Przesłanie wystawy Steichena nie jest jednak oczywiste. Z pasją pisał o niej Allan Sekula – w artykule pod znamiennym tytułem „Handel fotografiami” – że była to „celebracja patriarchalnego autorytetu” i że jej kuratorowi „udało się nie tylko zamrozić stosunki społeczne, lecz także usunąć je z pola widzenia”. Krytyk mocno podkreślał ryzyko związane z tym, że uniwersalny język stanie się językiem uniwersalizmu, który z kolei sam hegemonicznie definiowany jest z zachodniej perspektywy.
Zofia Rydet, niezależnie od zafascynowania wystawą, nie opowiada się jednoznacznie po stronie tak rozumianego „humanizmu”. Znów, nie wprost, nie w postaci manifestu, lecz własnej praktyki, ujawnia tę sprzeczność (lub jej twórczość ją ujawnia): między konkretem a ogółem, rozmaitymi lokalnościami a próbą szukania tego, co wspólne. W utrwalonej, „uniwersalnej” formule zapisuje zróżnicowania klasowe, regionalne, płciowe; różnice te zarazem chowa pod wspólnym mianownikiem „obiektywnych” kategorii i typów.

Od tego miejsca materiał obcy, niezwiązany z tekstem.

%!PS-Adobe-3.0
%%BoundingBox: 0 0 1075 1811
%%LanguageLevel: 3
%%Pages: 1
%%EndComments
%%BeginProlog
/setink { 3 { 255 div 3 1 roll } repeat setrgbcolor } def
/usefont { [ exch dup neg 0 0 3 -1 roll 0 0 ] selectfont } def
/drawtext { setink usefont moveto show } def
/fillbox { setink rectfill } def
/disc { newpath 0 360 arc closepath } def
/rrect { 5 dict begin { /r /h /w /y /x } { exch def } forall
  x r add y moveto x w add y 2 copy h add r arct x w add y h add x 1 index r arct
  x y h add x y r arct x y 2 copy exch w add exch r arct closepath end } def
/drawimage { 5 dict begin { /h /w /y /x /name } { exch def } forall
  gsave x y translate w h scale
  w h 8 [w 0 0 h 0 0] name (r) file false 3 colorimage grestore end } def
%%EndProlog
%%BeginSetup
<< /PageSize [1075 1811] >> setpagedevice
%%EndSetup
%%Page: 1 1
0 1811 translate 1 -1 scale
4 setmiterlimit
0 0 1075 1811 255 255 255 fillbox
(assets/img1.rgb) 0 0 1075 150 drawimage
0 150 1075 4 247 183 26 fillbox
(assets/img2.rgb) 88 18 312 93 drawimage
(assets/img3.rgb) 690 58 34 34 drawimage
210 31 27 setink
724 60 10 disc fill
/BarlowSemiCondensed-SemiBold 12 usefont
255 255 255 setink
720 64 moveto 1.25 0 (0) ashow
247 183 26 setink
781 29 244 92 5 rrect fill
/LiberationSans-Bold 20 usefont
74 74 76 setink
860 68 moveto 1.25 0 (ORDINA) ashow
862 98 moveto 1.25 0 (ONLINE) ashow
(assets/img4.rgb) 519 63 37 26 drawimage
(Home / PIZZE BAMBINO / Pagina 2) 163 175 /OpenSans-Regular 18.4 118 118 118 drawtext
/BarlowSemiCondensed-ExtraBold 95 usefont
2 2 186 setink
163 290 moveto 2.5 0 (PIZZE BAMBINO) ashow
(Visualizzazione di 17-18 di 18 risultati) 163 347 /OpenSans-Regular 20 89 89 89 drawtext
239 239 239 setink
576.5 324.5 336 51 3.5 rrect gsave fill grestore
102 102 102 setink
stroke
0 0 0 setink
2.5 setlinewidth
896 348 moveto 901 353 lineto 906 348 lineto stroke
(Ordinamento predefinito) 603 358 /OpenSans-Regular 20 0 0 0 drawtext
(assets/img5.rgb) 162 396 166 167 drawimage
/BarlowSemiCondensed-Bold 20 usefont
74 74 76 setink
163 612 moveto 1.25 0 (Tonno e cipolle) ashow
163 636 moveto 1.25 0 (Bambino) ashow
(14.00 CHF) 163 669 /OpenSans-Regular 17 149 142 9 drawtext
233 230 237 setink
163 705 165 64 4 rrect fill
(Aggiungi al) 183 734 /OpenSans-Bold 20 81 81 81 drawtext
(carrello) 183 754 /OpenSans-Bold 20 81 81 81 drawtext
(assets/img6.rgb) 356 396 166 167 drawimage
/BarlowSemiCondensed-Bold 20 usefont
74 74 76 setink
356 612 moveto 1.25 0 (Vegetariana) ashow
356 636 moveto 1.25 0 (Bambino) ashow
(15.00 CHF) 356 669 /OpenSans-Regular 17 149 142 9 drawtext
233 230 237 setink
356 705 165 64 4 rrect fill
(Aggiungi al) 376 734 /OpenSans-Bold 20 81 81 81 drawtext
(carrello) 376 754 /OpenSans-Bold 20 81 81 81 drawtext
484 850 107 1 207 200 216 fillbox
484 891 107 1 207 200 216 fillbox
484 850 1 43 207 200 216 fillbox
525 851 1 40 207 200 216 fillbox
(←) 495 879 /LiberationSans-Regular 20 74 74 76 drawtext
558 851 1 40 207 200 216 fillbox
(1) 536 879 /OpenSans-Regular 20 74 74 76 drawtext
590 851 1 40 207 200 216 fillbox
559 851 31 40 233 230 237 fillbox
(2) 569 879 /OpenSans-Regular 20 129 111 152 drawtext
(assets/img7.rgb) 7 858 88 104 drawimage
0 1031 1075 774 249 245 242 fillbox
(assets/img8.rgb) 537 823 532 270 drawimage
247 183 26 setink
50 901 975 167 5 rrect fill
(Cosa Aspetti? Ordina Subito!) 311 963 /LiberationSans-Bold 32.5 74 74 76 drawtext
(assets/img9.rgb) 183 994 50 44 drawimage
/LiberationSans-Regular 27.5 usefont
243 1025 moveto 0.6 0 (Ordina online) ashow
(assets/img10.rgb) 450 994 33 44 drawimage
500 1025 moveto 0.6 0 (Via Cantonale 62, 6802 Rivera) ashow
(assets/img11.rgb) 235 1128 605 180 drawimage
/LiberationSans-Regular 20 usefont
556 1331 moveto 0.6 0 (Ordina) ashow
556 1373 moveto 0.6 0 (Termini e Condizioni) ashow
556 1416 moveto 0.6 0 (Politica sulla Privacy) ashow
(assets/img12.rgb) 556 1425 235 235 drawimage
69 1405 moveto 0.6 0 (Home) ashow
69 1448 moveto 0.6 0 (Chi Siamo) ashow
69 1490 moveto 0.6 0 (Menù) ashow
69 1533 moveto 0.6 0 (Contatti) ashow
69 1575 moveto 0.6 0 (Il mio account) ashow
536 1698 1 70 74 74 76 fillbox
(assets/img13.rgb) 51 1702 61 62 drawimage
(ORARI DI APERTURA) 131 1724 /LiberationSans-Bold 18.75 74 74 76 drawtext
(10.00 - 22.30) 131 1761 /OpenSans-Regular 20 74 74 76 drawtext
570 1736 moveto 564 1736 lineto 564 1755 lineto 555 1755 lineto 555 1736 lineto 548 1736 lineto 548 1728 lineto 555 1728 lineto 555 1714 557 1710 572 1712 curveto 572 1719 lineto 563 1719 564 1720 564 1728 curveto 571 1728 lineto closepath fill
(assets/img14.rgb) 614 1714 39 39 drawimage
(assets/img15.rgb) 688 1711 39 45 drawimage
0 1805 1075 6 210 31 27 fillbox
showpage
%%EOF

Kwestia humanizmu o tyle jest istotna, że dotyczy trzeciej jeszcze dynamiki obecnej w „Zapisie” Zofii Rydet – dotyczącej jej samej i jej postawy fotografki/badaczki wobec osób, które spotyka i fotografuje. Artystka w wywiadach czy listach deklaruje zainteresowanie drugim człowiekiem, mówi o wadze spotkań, które odbyła, gościnności i otwartości ludzi, których spotkała. Jednocześnie odbywa tych spotkań nawet nie setki, lecz tysiące, czasem kilka dziennie. Wprost też ujawnia swoje rozmaite chwyty służące pozyskaniu zaufania osób, które fotografuje. Szukając tego, co cenne dla jej bohaterów, nie oddaje im pola – to ona decyduje, jak i w czym mają pozować, zrywając na przykład z odświętnością gestu fotograficznego, wbrew oczekiwaniom czy potrzebom swoich modeli.
To napięcie – pomiędzy spotkaniem a jego instrumentalizacją – jest charakterystyczne dla wszelkiej fotografii społecznej; jest ono obecne w twórczości Rydet, ale też sygnalizuje kwestię mocno dziś tematyzowaną i podejmowaną. Inaczej wyrażone jej przekonanie o wartości „Zapisu”: „To coś, co zostanie” – zainspirowało cykl działań będących kontynuacją projektu Rydet. Pytania sprowokowane przez artystkę i jej sposób fotografowania wracają w praktyce fotograficznej, usytuowanej na styku sztuki, animacji i socjologii.
Wszystko to sprawia, że dzieło Zofii Rydet – niezależnie od swojej wartości archiwalnej czy historycznokulturowej – pozostaje żywe, prowokujące (dopóki żywa i prowokująca wydaje się fotografia…). Jedną z wyróżnionych części wystawy jest zbiór wprost podejmujący zagadnienie życia obrazów: „Mit fotografii/Epitafium” obejmuje zdjęcia, które dokumentują istnienie innych zdjęć – portretów, z którymi żyjemy i które żyją niejako mimo nas. Niekoniecznie oddają „prawdę”, choć używane są do autoidentyfikacji. Trwają, niczym „epitafium” przygotowane już za życia.